Escrever a resenha de hoje é algo para lá de especial. Não que as demais produzidas até aqui não tiveram importância, muito pelo contrário, sem elas eu jamais chegaria até aqui.

Sim meus amigos, o texto de hoje é o quinquagésimo das minhas modestas colaborações aqui para O’Subsolo, trabalho este que comecei a desenvolver precisamente, no dia 07 de setembro de 2020, pouco tempo após o grande Maykon Kjellin me convidar para integrar a equipe do site. E bem, três anos depois, continuo por aqui.

E para comemorar esta marca tão expressiva, particularmente falando, decidi escrever sobre uma banda, que mesmo pertencente aos anos 80 só vim a descobrir recentemente. E caso você, amigo leitor, também ainda não conhecer o trabalho do grupo que disseco a seguir, essa resenha também pode servir como um Talvez Desconhecido.

E para começarmos, gostaria de lhe fazer uma simples pergunta: O que Os Simpsons, as adaptações para o cinema da enfadonha trilogia pornochanchada Cinquenta Tons de Cinza e Homem Aranha, tem em comum?

Bom, apesar dos três serem grandes clássicos da TV e do cinema, existe um único fator que conecta não apenas estes três exemplos, mas uma vasta lista de outros filmes e séries tão conhecidos na cultura pop, esse fator é a música. E por trás das trilhas sonoras destas obras está um homem. Seu nome, Danny Elfman.
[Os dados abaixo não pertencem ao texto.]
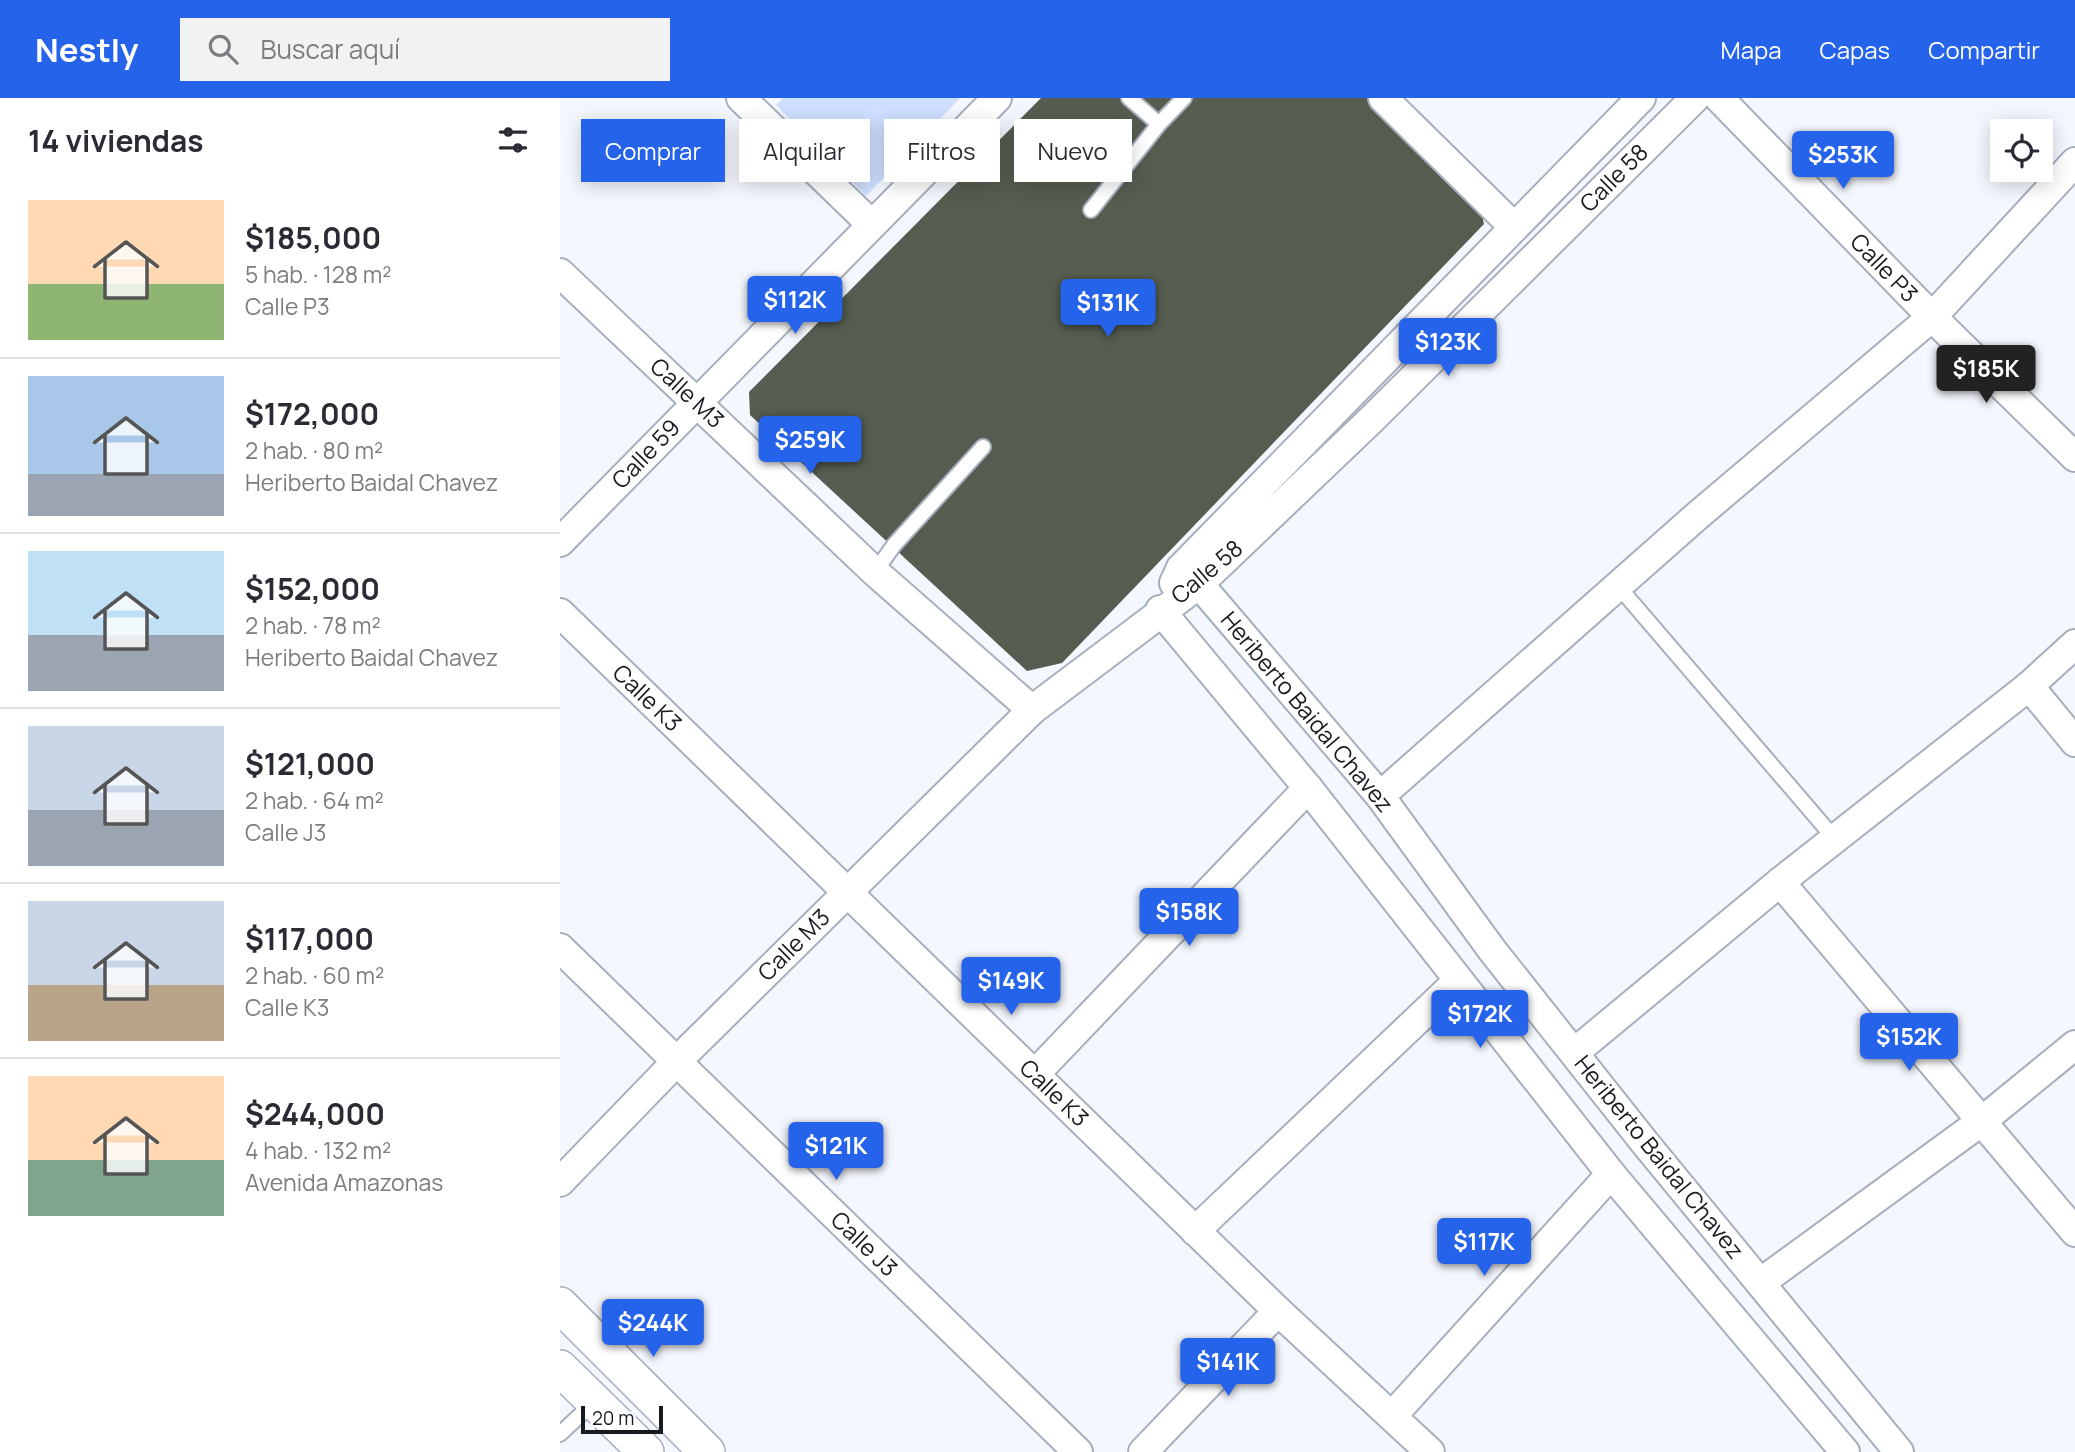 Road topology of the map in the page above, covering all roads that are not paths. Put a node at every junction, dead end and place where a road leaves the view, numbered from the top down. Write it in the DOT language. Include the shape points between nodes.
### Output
graph roads {
  1 [pos="741,98"];
  2 [pos="997,98"];
  3 [pos="1129,98"];
  4 [pos="1184,98"];
  5 [pos="1382,98"];
  6 [pos="1641,98"];
  7 [pos="1695,98"];
  8 [pos="1719,98"];
  9 [pos="1159,124"];
  10 [pos="2075,162"];
  11 [pos="1091,210"];
  12 [pos="871,224"];
  13 [pos="1514,227"];
  14 [pos="560,273"];
  15 [pos="1932,317"];
  16 [pos="696,402"];
  17 [pos="983,447"];
  18 [pos="2075,457"];
  19 [pos="560,542"];
  20 [pos="875,572"];
  21 [pos="1190,576"];
  22 [pos="1618,586"];
  23 [pos="1160,610"];
  24 [pos="560,613"];
  25 [pos="2075,644"];
  26 [pos="2029,686"];
  27 [pos="1032,710"];
  28 [pos="2075,743"];
  29 [pos="1308,789"];
  30 [pos="1380,796"];
  31 [pos="1835,839"];
  32 [pos="1780,882"];
  33 [pos="847,893"];
  34 [pos="560,948"];
  35 [pos="1458,982"];
  36 [pos="2075,1045"];
  37 [pos="1575,1052"];
  38 [pos="677,1061"];
  39 [pos="1035,1074"];
  40 [pos="1982,1121"];
  41 [pos="1611,1174"];
  42 [pos="560,1182"];
  43 [pos="1195,1231"];
  44 [pos="2075,1232"];
  45 [pos="1760,1283"];
  46 [pos="560,1305"];
  47 [pos="1278,1311"];
  48 [pos="560,1368"];
  49 [pos="594,1402"];
  50 [pos="1393,1415"];
  51 [pos="560,1434"];
  52 [pos="646,1452"];
  53 [pos="707,1452"];
  54 [pos="1078,1452"];
  55 [pos="1143,1452"];
  56 [pos="1430,1452"];
  57 [pos="1845,1452"];
  58 [pos="1899,1452"];
  1 -- 12 [label="street"];
  2 -- 12 [label="street, Calle 59"];
  3 -- 9 [label="lane"];
  4 -- 9 [label="lane"];
  5 -- 13 [label="street"];
  6 -- 13 [label="street, Calle 58"];
  7 -- 21 [label="street, Calle 58" via="1373,418"];
  8 -- 15 [label="street, Calle P3"];
  9 -- 11 [label="lane"];
  10 -- 15 [label="street"];
  12 -- 16 [label="street, Calle 59"];
  13 -- 21 [label="street, Calle 58"];
  14 -- 16 [label="street, Calle M3"];
  15 -- 18 [label="street, Calle P3"];
  15 -- 22 [label="street"];
  16 -- 19 [label="street, Calle 59"];
  16 -- 20 [label="street, Calle M3"];
  17 -- 20 [label="lane"];
  20 -- 27 [label="street, Calle M3"];
  21 -- 23 [label="street, Calle 58"];
  21 -- 30 [label="street, Heriberto Baidal Chavez"];
  22 -- 30 [label="street"];
  22 -- 31 [label="lane"];
  23 -- 27 [label="street, Calle M3"];
  23 -- 29 [label="street, Heriberto Baidal Chavez"];
  24 -- 33 [label="street, Calle K3"];
  25 -- 26 [label="street"];
  26 -- 28 [label="street"];
  26 -- 31 [label="street"];
  27 -- 33 [label="street, Calle M3"];
  29 -- 35 [label="street, Heriberto Baidal Chavez"];
  29 -- 39 [label="street"];
  30 -- 37 [label="street, Heriberto Baidal Chavez" via="1492,950"];
  31 -- 32 [label="street"];
  32 -- 37 [label="street"];
  32 -- 40 [label="street"];
  33 -- 38 [label="street, Calle M3"];
  33 -- 39 [label="street, Calle K3"];
  34 -- 38 [label="street, Calle J3"];
  35 -- 41 [label="street, Heriberto Baidal Chavez"];
  35 -- 43 [label="street"];
  36 -- 40 [label="street"];
  37 -- 45 [label="street, Heriberto Baidal Chavez"];
  38 -- 42 [label="street, Calle M3"];
  38 -- 54 [label="street, Calle J3"];
  39 -- 43 [label="street, Calle K3"];
  40 -- 44 [label="street"];
  40 -- 45 [label="street"];
  41 -- 50 [label="street"];
  41 -- 57 [label="street, Heriberto Baidal Chavez"];
  43 -- 47 [label="street, Calle K3"];
  45 -- 58 [label="street, Heriberto Baidal Chavez"];
  46 -- 53 [label="street"];
  47 -- 50 [label="street, Calle K3"];
  47 -- 55 [label="street"];
  48 -- 49 [label="street"];
  49 -- 51 [label="lane"];
  49 -- 52 [label="street"];
  50 -- 56 [label="street, Calle K3"];
}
Estadunidense de origem alemã, Elfman é uma das maiores lendas da história de Hollywood, tendo também contribuindo para trilhas sonoras no universo dos videogames, como em Fable (2005) e até mesmo com o Avenged Sevenfold nas orquestrações de A Little Piece of Heaven. Mas engana-se quem pensa que o trabalho dele se limita apenas a construir trilhas sonoras. A carreira musical de Danny, teve início ao ingressar em uma companhia de teatro de rua, mas que logo sofreria transmutações fascinantes tornando-se uma joia musical quase perdida, fruto do próprio período que a gerou.
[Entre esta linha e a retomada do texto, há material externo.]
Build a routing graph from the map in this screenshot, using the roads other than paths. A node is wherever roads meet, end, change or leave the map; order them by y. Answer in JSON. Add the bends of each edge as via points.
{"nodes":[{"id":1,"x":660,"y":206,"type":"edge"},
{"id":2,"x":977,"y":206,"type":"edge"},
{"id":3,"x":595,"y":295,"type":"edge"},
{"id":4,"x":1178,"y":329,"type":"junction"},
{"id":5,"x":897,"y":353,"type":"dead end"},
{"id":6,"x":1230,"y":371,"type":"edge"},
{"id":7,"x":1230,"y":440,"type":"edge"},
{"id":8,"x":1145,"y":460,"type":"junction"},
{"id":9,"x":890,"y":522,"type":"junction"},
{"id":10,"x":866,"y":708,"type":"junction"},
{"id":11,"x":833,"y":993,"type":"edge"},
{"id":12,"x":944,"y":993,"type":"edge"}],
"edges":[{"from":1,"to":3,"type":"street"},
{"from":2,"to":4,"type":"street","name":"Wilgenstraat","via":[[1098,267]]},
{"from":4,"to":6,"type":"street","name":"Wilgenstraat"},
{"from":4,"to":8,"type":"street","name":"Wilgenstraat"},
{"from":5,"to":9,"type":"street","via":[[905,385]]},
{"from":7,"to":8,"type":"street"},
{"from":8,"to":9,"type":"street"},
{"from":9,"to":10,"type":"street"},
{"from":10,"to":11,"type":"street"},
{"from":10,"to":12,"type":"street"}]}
E assim começamos nossa jornada pelo universo lúdico e louco do Oingo Boingo

A história do grupo teve início em Los Angeles no ano de 1972, quando o irmão mais velho de Danny, Richard Elfman, fundou a trupe teatral surrealista The Mystic Knights of Oingo Boingo, nome este inspirado por uma seita secreta pertencente a um seriado de TV chamado Mystic Knights of the sea. Já Oingo Boingo, é uma palavra de origem Swahili, (uma língua falada em Uganda) cujo significado, é “Pensando enquanto dança”(algo quase impossível nos dias de hoje, tendo em vista, que toda dança relevante atualmente se dança pensando com as genitálias).

Inspirados por Spike Jones e Frank Zappa, as apresentações da trupe consistiam em um repertório musical bastante eclético que ia de covers do cantor de Jazz Cab Calloway, à longas execuções de Gamelão Balinês (um estilo de música tradicional da Indonésia) e Ballet Russo. A maioria dos integrantes se apresentava com o rosto branco e maquiagem de palhaço. Nesta época o grupo contava com cerca de 15 pessoas, que tocavam mais de 30 instrumentos tradicionais, além de alguns de fabricação própria. Mesmo tendo algumas músicas autorais, que eram encaixadas neste repertório maluco, infelizmente, não chegaram a ser gravadas.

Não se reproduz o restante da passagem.